Re: [PATCH] x86/hyper-v: use cheaper HVCALL_FLUSH_VIRTUAL_ADDRESS_{LIST,SPACE} hypercalls when possible

From: Vitaly Kuznetsov
Date: Wed Jun 20 2018 - 04:34:50 EST


"Michael Kelley (EOSG)" <Michael.H.Kelley@xxxxxxxxxxxxx> writes:

>> -----Original Message-----
>> From: linux-kernel-owner@xxxxxxxxxxxxxxx <linux-kernel-owner@xxxxxxxxxxxxxxx> On Behalf
>> Of Vitaly Kuznetsov
>> Sent: Friday, June 15, 2018 9:30 AM
>> To: x86@xxxxxxxxxx
>> Cc: devel@xxxxxxxxxxxxxxxxxxxxxx; linux-kernel@xxxxxxxxxxxxxxx; KY Srinivasan
>> <kys@xxxxxxxxxxxxx>; Haiyang Zhang <haiyangz@xxxxxxxxxxxxx>; Stephen Hemminger
>> <sthemmin@xxxxxxxxxxxxx>; Thomas Gleixner <tglx@xxxxxxxxxxxxx>; Ingo Molnar
>> <mingo@xxxxxxxxxx>; H. Peter Anvin <hpa@xxxxxxxxx>; Tianyu Lan
>> <Tianyu.Lan@xxxxxxxxxxxxx>
>> Subject: [PATCH] x86/hyper-v: use cheaper HVCALL_FLUSH_VIRTUAL_ADDRESS_{LIST,SPACE}
>> hypercalls when possible
>>
>> While working on Hyper-V style PV TLB flush support in KVM I noticed that
>> real Windows guests use TLB flush hypercall in a somewhat smarter way: when
>> the flush needs to be performed on a subset of first 64 vCPUs or on all
>> present vCPUs Windows avoids more expensive hypercalls which support
>> sparse CPU sets and uses their 'cheap' counterparts.
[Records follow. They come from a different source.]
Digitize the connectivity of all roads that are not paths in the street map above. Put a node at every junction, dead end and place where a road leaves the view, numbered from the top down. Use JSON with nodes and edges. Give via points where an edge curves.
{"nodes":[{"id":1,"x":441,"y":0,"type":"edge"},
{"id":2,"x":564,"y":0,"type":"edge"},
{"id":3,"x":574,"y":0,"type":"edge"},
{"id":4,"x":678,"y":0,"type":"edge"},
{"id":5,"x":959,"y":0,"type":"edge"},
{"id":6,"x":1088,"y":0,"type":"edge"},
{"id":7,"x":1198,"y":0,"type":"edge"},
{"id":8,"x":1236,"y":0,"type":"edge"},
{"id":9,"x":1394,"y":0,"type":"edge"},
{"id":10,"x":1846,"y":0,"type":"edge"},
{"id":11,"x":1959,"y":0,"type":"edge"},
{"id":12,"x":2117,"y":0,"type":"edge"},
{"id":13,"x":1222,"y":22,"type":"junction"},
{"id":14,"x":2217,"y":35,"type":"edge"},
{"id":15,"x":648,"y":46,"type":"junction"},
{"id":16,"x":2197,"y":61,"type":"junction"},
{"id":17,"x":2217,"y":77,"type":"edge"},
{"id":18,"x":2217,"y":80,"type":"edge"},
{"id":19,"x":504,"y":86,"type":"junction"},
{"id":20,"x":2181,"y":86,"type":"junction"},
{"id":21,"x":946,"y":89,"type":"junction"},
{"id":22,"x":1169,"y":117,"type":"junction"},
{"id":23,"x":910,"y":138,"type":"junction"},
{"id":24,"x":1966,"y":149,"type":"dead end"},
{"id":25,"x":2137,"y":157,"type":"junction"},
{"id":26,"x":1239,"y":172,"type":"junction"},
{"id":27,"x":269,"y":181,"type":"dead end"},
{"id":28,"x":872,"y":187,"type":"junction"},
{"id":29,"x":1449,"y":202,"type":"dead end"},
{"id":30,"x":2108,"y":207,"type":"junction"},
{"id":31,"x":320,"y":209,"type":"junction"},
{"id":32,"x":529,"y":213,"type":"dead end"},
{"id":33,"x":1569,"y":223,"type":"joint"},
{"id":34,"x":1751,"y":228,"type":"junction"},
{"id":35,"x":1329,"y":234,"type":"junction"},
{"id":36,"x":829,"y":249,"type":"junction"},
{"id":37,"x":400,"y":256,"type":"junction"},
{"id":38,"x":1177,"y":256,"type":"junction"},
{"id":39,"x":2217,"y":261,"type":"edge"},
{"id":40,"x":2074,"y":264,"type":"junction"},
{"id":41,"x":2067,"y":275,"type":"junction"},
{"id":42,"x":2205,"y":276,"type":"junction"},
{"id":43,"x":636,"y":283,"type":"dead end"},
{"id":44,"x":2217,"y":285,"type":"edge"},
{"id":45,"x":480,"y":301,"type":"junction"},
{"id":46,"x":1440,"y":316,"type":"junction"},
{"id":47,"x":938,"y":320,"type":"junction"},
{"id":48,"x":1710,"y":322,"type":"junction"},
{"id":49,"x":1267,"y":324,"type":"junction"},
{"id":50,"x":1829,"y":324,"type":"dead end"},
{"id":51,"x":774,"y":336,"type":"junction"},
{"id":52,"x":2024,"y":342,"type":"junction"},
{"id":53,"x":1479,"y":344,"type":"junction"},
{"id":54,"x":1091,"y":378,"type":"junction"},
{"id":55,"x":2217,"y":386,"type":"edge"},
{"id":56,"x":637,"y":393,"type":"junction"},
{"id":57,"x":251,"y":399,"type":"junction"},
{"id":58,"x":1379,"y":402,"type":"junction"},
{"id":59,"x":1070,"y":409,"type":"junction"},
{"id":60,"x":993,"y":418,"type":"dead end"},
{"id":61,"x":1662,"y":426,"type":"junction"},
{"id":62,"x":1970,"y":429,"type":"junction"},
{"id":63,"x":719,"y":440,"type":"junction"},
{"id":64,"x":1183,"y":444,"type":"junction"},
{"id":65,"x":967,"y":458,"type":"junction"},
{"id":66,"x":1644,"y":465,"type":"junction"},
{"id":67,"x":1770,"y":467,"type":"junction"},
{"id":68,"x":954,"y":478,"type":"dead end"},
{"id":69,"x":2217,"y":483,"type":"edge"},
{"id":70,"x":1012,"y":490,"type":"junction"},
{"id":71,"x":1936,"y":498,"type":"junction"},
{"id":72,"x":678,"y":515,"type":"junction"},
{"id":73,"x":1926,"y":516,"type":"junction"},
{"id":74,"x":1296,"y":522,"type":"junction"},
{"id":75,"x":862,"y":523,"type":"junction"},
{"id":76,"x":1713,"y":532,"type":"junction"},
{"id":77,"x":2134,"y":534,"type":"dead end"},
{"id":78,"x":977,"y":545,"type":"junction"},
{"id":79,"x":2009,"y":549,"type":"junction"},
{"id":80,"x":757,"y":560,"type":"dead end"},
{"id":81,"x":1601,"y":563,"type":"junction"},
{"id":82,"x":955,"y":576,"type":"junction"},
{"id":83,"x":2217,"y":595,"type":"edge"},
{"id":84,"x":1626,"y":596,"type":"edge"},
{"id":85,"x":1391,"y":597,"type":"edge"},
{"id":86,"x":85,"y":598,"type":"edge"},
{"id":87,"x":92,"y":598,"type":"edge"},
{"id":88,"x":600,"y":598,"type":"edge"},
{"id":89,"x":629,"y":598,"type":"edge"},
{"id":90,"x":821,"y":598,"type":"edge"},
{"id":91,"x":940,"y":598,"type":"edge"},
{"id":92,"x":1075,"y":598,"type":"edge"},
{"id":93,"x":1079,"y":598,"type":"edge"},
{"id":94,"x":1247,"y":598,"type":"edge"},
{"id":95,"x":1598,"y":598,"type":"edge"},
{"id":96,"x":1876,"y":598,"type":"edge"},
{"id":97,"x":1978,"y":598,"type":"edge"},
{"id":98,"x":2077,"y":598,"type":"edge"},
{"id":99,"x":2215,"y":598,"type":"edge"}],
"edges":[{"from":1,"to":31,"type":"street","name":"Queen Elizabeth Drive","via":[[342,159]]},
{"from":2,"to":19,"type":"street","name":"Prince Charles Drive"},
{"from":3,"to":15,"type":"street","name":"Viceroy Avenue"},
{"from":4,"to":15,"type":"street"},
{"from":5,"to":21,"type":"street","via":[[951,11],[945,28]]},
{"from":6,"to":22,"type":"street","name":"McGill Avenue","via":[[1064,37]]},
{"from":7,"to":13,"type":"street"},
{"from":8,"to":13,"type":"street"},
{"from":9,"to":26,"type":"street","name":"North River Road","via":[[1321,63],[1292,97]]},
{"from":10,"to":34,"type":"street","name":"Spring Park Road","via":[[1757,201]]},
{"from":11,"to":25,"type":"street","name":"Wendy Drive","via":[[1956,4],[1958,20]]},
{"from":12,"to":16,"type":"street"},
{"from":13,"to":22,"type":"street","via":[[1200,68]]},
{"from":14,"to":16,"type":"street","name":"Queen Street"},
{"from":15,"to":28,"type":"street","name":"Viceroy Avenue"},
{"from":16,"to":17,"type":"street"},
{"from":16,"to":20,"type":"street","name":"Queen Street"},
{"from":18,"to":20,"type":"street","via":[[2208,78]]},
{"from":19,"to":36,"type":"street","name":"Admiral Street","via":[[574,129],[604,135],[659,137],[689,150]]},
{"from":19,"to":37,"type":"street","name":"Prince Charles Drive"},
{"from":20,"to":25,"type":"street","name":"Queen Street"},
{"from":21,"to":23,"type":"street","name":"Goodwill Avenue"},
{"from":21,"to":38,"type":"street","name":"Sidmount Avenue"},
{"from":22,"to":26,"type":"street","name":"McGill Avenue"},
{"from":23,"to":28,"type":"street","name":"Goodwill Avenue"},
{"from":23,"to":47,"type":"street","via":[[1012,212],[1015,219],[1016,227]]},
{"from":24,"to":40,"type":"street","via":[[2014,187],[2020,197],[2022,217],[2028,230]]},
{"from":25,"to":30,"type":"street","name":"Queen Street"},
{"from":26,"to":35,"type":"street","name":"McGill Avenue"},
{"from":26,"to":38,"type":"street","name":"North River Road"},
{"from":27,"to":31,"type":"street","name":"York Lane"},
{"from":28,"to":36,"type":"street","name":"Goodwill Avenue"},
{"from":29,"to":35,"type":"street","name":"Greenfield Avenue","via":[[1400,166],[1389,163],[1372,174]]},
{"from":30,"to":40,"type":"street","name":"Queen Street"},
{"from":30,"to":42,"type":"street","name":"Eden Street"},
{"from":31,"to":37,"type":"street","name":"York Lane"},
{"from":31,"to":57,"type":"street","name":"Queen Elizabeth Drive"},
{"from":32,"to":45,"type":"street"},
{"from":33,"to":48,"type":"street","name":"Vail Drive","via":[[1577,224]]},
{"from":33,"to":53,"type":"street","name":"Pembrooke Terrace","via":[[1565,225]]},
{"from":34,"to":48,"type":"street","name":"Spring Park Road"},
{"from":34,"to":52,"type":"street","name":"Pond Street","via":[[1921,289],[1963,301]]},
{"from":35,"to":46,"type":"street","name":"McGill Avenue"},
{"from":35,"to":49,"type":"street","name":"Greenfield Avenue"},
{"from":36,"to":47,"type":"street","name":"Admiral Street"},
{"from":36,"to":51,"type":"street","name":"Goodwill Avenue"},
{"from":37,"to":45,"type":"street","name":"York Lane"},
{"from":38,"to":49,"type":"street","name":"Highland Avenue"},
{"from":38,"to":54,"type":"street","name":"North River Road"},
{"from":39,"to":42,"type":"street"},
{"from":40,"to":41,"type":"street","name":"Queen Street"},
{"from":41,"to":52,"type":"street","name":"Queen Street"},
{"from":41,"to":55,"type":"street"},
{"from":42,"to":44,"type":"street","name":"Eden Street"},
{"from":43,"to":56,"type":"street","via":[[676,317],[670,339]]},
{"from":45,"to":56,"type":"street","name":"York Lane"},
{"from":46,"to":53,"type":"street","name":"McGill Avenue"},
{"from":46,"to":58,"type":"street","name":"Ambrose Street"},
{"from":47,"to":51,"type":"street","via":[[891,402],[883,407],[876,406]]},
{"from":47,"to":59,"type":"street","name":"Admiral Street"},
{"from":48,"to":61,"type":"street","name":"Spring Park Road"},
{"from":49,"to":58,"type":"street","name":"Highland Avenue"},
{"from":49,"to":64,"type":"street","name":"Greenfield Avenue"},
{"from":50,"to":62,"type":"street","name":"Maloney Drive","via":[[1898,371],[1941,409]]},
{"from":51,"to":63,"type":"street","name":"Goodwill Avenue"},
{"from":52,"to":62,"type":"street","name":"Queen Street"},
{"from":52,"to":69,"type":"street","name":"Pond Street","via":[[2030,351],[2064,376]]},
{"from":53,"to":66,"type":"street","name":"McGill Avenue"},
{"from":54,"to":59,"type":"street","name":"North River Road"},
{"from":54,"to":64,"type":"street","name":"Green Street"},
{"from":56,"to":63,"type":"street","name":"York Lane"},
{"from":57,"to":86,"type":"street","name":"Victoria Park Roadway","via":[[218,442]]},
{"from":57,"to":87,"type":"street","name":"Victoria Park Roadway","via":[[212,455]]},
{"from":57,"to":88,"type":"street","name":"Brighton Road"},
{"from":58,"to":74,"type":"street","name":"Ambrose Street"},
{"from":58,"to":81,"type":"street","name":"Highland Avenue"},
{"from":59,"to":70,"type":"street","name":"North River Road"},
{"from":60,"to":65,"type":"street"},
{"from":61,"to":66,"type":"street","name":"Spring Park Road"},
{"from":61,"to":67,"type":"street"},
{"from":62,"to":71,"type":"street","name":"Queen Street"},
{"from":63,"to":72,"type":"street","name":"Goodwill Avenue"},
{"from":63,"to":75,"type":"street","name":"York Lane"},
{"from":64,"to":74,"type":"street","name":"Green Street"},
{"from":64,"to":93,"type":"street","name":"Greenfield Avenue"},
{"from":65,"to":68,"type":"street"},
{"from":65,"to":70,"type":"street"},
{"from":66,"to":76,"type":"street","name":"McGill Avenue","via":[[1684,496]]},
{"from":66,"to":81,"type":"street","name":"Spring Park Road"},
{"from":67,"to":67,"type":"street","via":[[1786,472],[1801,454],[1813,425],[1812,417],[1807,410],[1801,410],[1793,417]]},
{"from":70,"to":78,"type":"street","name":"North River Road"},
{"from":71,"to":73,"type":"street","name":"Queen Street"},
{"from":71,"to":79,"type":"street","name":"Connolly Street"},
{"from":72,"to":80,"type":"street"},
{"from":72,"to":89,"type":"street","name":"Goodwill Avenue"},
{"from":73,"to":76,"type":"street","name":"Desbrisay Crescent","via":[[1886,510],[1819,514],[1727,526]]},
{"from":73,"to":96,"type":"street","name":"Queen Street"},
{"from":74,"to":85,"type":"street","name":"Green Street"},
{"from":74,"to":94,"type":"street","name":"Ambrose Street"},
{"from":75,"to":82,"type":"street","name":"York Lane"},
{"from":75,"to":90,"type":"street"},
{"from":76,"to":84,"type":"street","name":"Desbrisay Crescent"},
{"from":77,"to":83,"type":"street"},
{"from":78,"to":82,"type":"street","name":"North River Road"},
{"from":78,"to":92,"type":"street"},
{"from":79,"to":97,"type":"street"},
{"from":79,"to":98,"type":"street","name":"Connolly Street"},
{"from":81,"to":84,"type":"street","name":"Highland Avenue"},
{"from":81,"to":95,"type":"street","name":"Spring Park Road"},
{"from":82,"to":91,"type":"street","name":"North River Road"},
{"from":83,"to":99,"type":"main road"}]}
This means that
>> HV_X64_EX_PROCESSOR_MASKS_RECOMMENDED name is actually a misnomer: EX
>> hypercalls (which support sparse CPU sets) are "available", not
>> "recommended". This makes sense as they are actually harder to parse.
>>
>> Nothing stops us from being equally 'smart' in Linux too. Switch to
>> doing cheaper hypercalls whenever possible.
>>
>> Signed-off-by: Vitaly Kuznetsov <vkuznets@xxxxxxxxxx>
>> ---
>
> This is a good idea. We should probably do the same with the hypercalls for sending
> IPIs -- try the simpler version first and move to the more complex _EX version only
> if necessary.
>
> A complication: We've recently found a problem with the code for doing IPI
> hypercalls, and the bug affects the TLB flush code as well. As secondary CPUs
> are started, there's a window of time where the hv_vp_index entry for a
> secondary CPU is uninitialized. We are seeing IPIs happening in that window, and
> the IPI hypercall code uses the uninitialized hv_vp_index entry. Same thing could
> happen with the TLB flush hypercall code. I didn't actually see any occurrences of
> the TLB case in my tracing, but we should fix it anyway in case a TLB flush gets
> added at some point in the future.
>
> KY has a patch coming. In the patch, hv_cpu_number_to_vp_number()
> and cpumask_to_vpset() can both return U32_MAX if they encounter an
> uninitialized hv_vp_index entry, and the code needs to be able to bail out to
> the native functions for that particular IPI or TLB flush operation. Once the
> initialization of secondary CPUs is complete, the uninitialized situation won't
> happen again, and the hypercall path will always be used.

Sure,

with TLB flush we can always fall back to doing it natively (by sending
IPIs).

>
> We'll need to coordinate on these patches. Be aware that the IPI flavor of the
> bug is currently causing random failures when booting 4.18 RC1 on Hyper-V VMs
> with large vCPU counts.

Thanks for the heads up! This particular patch is just an optimization
so there's no rush, IPI fix is definitely more important.

>
> Reviewed-by: Michael Kelley <mikelley@xxxxxxxxxxxxx>

Thanks!

--
Vitaly